How “Open” is the North Korea – China Border?

Although many consider North Korea to be a “hermit” country, perhaps the China-DPRK border is not as closed as we think.

The typical portrait of North Korea these days is that of a highly secretive and completely isolated country. However, an Asia Times article today by Andrei Lankov, an associate university professor in Seoul, believes that this is an overly “exaggerated” image of a closed-off nation, and argues that the northern North Korean border is, and has been, more porous than is often assumed. Lankov outlines a brief history of the migrations, in both directions, on the China-North Korea border to highlight the volume and variety of legal and illegal border-crossings within the past century.

According to Lankov, the migrations have historically gone in both directions. In the early 1900s, during the Japanese occupation of Korea (1910-1945) and Japan’s invasion of Manchuria (1934), Korean migration to China was on the rise, and was already relatively high after a migration ban was lifted in the late 1800s. The majority of immigrants were Korean farmers attracted by the large amounts of fertile land. By 1942, the Korean population in Manchuria totaled approximately 1.5 million, close to five percent of the total region’s population. In the initial years of the DPRK, in the early 1950s, the border remained almost completely unregulated, and many ethnic Koreans living in China also traveled to North Korea, to move permanently. In those days, the North Korean government in Pyongyang “actively encouraged the return of Koreans living overseas.” Upon their return, they would typically be given jobs and granted citizenship.

Migration continued to occur later, even under “tightly controlled” governments that worked hard to restrict border movement. In the late 1950s, after a number of mass emigrations of ethnic Koreans, Chairman Mao Zedong refused to allow mass repatriations, as he feared they would damage China’s reputation, which he was trying to portray as a “communist utopia.” Although, after terrible famines in China in the early 1960s and 1970s, the harsh restrictions had seemingly little impact, as tens of thousands fled to North Korea in search of better opportunities. Although it may be hard to imagine now, in those days North Korea was doing relatively well, and, as Lankov notes, North Korea even had higher living standards than China in the early 1980s.

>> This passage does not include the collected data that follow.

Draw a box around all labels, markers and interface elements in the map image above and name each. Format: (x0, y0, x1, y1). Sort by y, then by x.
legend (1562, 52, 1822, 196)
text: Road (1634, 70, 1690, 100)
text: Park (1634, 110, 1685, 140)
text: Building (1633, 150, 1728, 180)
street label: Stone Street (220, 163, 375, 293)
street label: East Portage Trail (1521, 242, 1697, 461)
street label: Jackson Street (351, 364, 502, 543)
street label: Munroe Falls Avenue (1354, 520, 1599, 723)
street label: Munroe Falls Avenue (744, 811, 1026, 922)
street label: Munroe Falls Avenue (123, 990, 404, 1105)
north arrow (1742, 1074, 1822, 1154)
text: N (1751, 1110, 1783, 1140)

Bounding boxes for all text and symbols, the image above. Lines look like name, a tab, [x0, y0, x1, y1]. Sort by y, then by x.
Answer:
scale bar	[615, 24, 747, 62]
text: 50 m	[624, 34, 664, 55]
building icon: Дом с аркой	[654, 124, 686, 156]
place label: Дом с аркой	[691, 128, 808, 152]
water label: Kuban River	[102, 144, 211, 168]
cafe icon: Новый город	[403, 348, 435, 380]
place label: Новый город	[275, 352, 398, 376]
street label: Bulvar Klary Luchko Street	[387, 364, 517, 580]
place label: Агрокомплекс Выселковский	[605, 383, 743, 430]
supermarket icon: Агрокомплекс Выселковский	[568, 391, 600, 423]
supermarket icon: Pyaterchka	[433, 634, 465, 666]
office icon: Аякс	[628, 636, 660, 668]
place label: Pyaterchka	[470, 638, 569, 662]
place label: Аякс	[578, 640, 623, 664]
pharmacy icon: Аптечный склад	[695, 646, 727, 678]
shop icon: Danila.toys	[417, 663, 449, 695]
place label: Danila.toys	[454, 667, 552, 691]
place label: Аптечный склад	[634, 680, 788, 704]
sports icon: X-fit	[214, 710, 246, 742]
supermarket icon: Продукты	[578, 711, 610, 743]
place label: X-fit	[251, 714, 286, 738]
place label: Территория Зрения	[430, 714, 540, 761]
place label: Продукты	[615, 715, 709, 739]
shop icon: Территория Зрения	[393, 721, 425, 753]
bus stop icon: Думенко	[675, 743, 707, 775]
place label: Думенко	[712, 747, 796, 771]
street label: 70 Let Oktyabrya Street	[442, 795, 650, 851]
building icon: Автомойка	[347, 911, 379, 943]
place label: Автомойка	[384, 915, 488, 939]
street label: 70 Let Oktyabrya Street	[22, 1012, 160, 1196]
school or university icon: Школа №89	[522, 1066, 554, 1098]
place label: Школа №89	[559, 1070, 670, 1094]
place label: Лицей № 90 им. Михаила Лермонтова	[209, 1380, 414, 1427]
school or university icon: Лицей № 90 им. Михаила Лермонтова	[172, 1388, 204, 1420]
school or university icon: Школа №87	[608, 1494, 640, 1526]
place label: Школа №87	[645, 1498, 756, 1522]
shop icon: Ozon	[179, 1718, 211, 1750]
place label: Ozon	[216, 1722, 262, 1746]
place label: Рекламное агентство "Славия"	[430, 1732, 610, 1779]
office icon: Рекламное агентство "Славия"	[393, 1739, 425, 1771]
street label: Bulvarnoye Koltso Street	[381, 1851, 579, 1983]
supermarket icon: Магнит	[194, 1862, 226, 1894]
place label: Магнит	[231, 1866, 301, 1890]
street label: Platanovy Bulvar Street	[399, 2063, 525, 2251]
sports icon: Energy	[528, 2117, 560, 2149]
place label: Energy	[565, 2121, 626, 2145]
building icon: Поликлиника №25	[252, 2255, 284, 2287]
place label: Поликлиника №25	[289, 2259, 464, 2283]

Eventually, however, the tides turned. In the 1990s China’s economy was “booming” and a mass famine and food shortage hit North Korea. There were plenty of jobs available in China for workers with little skills or who lacked a suitable grasp of Chinese. In 1999, during the height of the famine, there were over 200,000 estimated North Koreans living in China. Then, it was North Korea’s turn to limit emigration, and soon borders were routinely patrolled by military and security forces. Although, Lankov notes that, given the resources, illegal immigration can still be arranged: “If one can pay a bribe, an illegal cross-border trip is still easy, but the cost of these bribes has increased considerably, so many common migrant workers cannot afford to go to China anymore.”

Even given the current harsh rhetoric from the DPRK, Lankov observes how the amount of legal travel by North Koreans to China is still surprisingly high today:

North Koreans are often sent to work in China – the sale of labor is one of the main sources of income for Pyongyang. These workers travel legally, with proper documents … In recent years this legal cross-border movement has surpassed the illegal migration. In 2011, for example, about 122,000 North Koreans went to China legally, and for a majority of them the destination was near the border.

In fact, according to Lankov, this relatively open border functions as a window for North Koreans to the rest of the outside world: “The news about China’s economic success and the unbelievable prosperity of South Korea is spreading in North Korea, and in most cases these reports travel by way of China.” If the border really is as open as Lankov’s article implies – and he argues from a convincing historical narrative – it will be interesting to see if this international information will have effects for the North Korean regime and its people.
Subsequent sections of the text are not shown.